Изменить размер шрифта - +
 — Трагическая случайность.

— Попробуй убедить в этом их вдов и осиротевших детей.

— А ты сентиментален, Том.

— Наверное, их родственников ты тоже назовешь сентиментальными.

— Люк — не убийца, — отчеканила Саванна.

— Тогда кто он?

— Художник и совершенно свободный человек. Два состояния, которых тебе никогда не понять.

 

Мы дождались тихого лунного вечера и вышли из дому. На Чарлстонской пристани для яхт и лодок Салли простилась с нами, поцеловав меня и Саванну.

— Возвращайтесь вместе с Люком, — напутствовала нас Салли. — Расскажите ему, сколько людей его горячо любят. И потом, троим его племянницам нужен дядя.

— Обязательно передам, — пообещал я, обнимая жену. — Только вот не знаю, сколько продлится наша экспедиция.

— У вас есть целое лето. Завтра приедет моя мама, она присмотрит за девочками. В следующем месяце Лила обещала взять их на остров Полиз. Ну а я буду трудиться не покладая рук, спасая жизни и принося благо человечеству.

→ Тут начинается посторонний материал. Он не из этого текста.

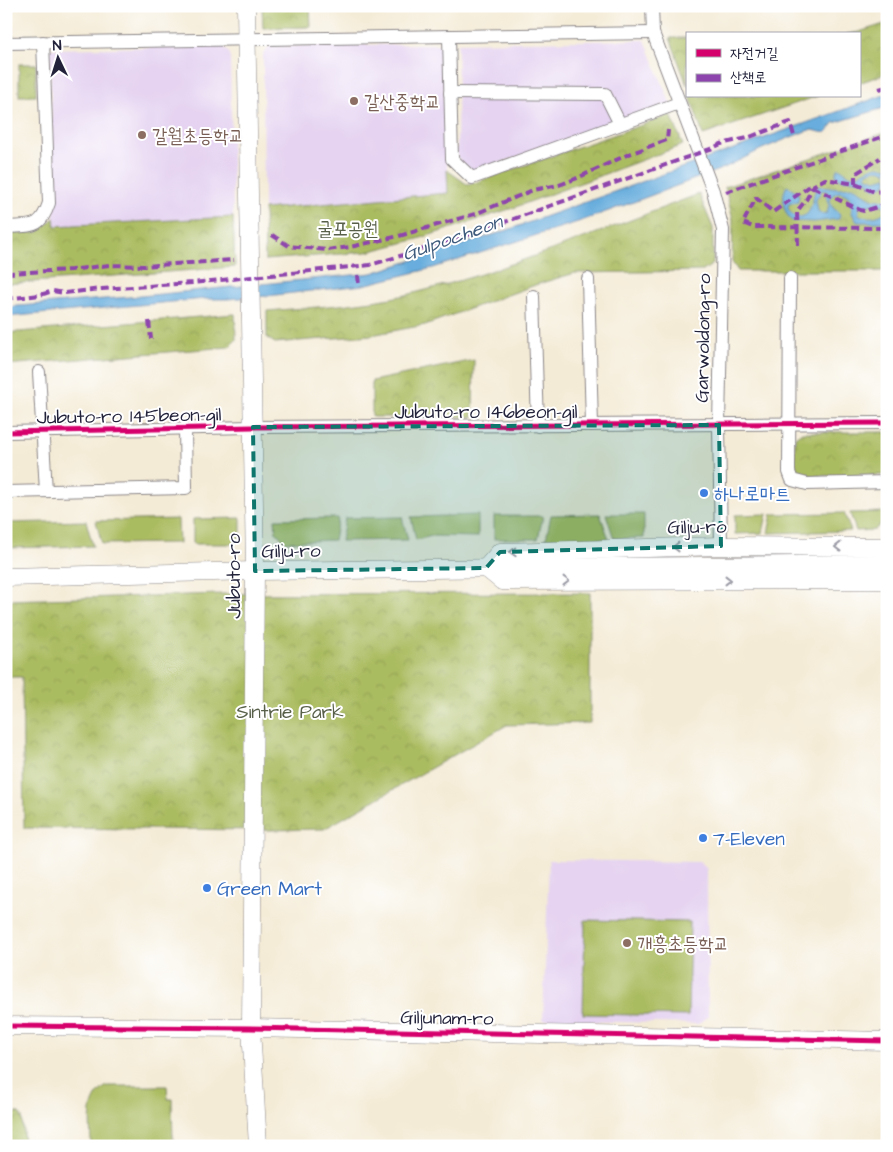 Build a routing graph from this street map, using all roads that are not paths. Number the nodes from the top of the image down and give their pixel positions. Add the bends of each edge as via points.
1 (246, 6) edge
2 (652, 6) edge
3 (653, 33) junction
4 (449, 36) junction
5 (247, 39) junction
6 (44, 42) junction
7 (6, 43) edge
8 (450, 92) junction
9 (679, 102) junction
10 (620, 124) junction
11 (6, 227) edge
12 (790, 278) dead end
13 (588, 279) dead end
14 (534, 296) dead end
15 (39, 372) dead end
16 (887, 423) edge
17 (790, 424) junction
18 (592, 425) junction
19 (719, 425) junction
20 (538, 426) junction
21 (253, 427) junction
22 (185, 429) junction
23 (6, 432) edge
24 (42, 432) junction
25 (887, 482) edge
26 (46, 491) junction
27 (6, 492) edge
28 (721, 546) junction
29 (887, 547) edge
30 (887, 564) edge
31 (486, 568) junction
32 (255, 571) junction
33 (6, 577) edge
34 (887, 580) edge
35 (6, 1026) edge
36 (251, 1028) junction
37 (887, 1040) edge
38 (258, 1146) edge

1 - 5 main road, Jubuto-ro
2 - 3 street
3 - 4 street
3 - 9 street
4 - 5 street
4 - 8 street
5 - 6 street
5 - 21 main road, Jubuto-ro
6 - 7 street
6 - 11 street via 50,203 45,216 34,225
8 - 10 street via 605,94
8 - 10 street via 452,159 472,178
9 - 10 street
9 - 19 street, Garwoldong-ro via 713,191 723,230
12 - 17 street
13 - 18 street
14 - 20 street
15 - 24 street, Jubuto-ro 145beon-gil
16 - 17 street, Jubuto-ro 146beon-gil
17 - 19 street, Jubuto-ro 146beon-gil
17 - 25 street via 789,472 792,480 807,484
18 - 19 street, Jubuto-ro 146beon-gil
18 - 20 street, Jubuto-ro 146beon-gil
19 - 28 street, Garwoldong-ro
20 - 21 street, Jubuto-ro 146beon-gil
21 - 22 street, Jubuto-ro 145beon-gil
21 - 32 main road, Jubuto-ro
22 - 24 street, Jubuto-ro 145beon-gil
22 - 26 street via 186,488
23 - 24 street, Jubuto-ro 145beon-gil
24 - 26 street, Jubuto-ro 145beon-gil
26 - 27 street
29 -> 28 main road, Gilju-ro
28 -> 31 main road, Gilju-ro via 500,552
30 - 31 main road, Gilju-ro
31 - 32 main road, Gilju-ro
31 -> 34 main road via 502,581
32 - 33 main road, Gilju-ro
32 - 36 main road, Jubuto-ro
35 - 36 main road, Giljunam-ro
36 - 37 main road, Giljunam-ro
36 - 38 main road, Jubuto-ro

Я завел мотор и развернул лодку в сторону реки Эшли.

— Молись за нас, Салли, — попросила Саванна. — И за Люка тоже.

— Я думал, ты не веришь в Бога, — удивился я.

Мы медленно проплывали мимо базы береговой охраны в конце Чарлстонского перешейка.

— Обычно не верю. Но я верю в Люка, а он верит в Бога. Я просто очень хочу помочь брату.

— Кажется, это называется обусловленной верой.

— Как тебе угодно, — весело отозвалась сестра. — Том, ну до чего же здорово! У нас опять путешествие с приключениями. Совсем как двадцать лет назад, когда мы мчались в Майами спасать белого дельфина. Мы найдем Люка. Нутром чую. Посмотри на небо.

Я взглянул туда, куда указывал палец Саванны.

— Орион-охотник, — сообщил я, узнав созвездие.

— Нет, брат. Я научу тебя мыслить творчески. Это отражение Люка, прячущегося среди низин.

— Слушай, сестрица, если ты и дальше будешь говорить о Люке как о персонаже твоих стихов, меня, честное слово, вырвет. Сейчас не до поэзии. Эта поездка — последний шанс спасти нашего брата.

— Это наша одиссея, — продолжала дразнить Саванна.

— Пора бы тебе научиться понимать разницу между жизнью и искусством, — укорил я сестру, направляя лодку в воды Чарлстонской гавани.

— Вот здесь ты ошибаешься. И всегда ошибался.

 

Мы плыли мимо огней Маунт-Плезанта, мимо темных очертаний форта Самтер, мимо горящих окон моего дома на острове Салливанс, мимо маяков. Мы обогнали лоцманский катер, идущий к панамскому сухогрузу. Я провел лодку через волноломы, оставив справа по борту остров Джеймса. Прилив завладел дюнами; луна красиво серебрила кустики росших там трав. Нос лодки почти бесшумно резал фосфоресцирующие, полные планктона волны. Море перемигивалось само с собой, воздух напоминал молоко. Мы не стали включать радио и портить окружающее великолепие сообщениями для капитанов маломерных судов, находящихся в пятисотмильной прибрежной полосе. В ноздри ударил резкий зловонный запах, долетевший с островного болота. Мы уходили от берегов, минуя барьерные острова и направляясь в открытый океан, веснушчатый от отражения звезд и украшенный серебристой лунной дорожкой, напоминающей мех горностая.

Мы неслись к водам Гольфстрима, держа курс на Бермудские острова, затем свернули на восток, в сторону Африки. Наш уход в Атлантику продолжался до тех пор, пока берег Южной Каролины не скрылся из виду. Тогда я погнал лодку строго на юг. Я мысленно молился о спасении брата от тирании свойственных ему максимализма и идеализма.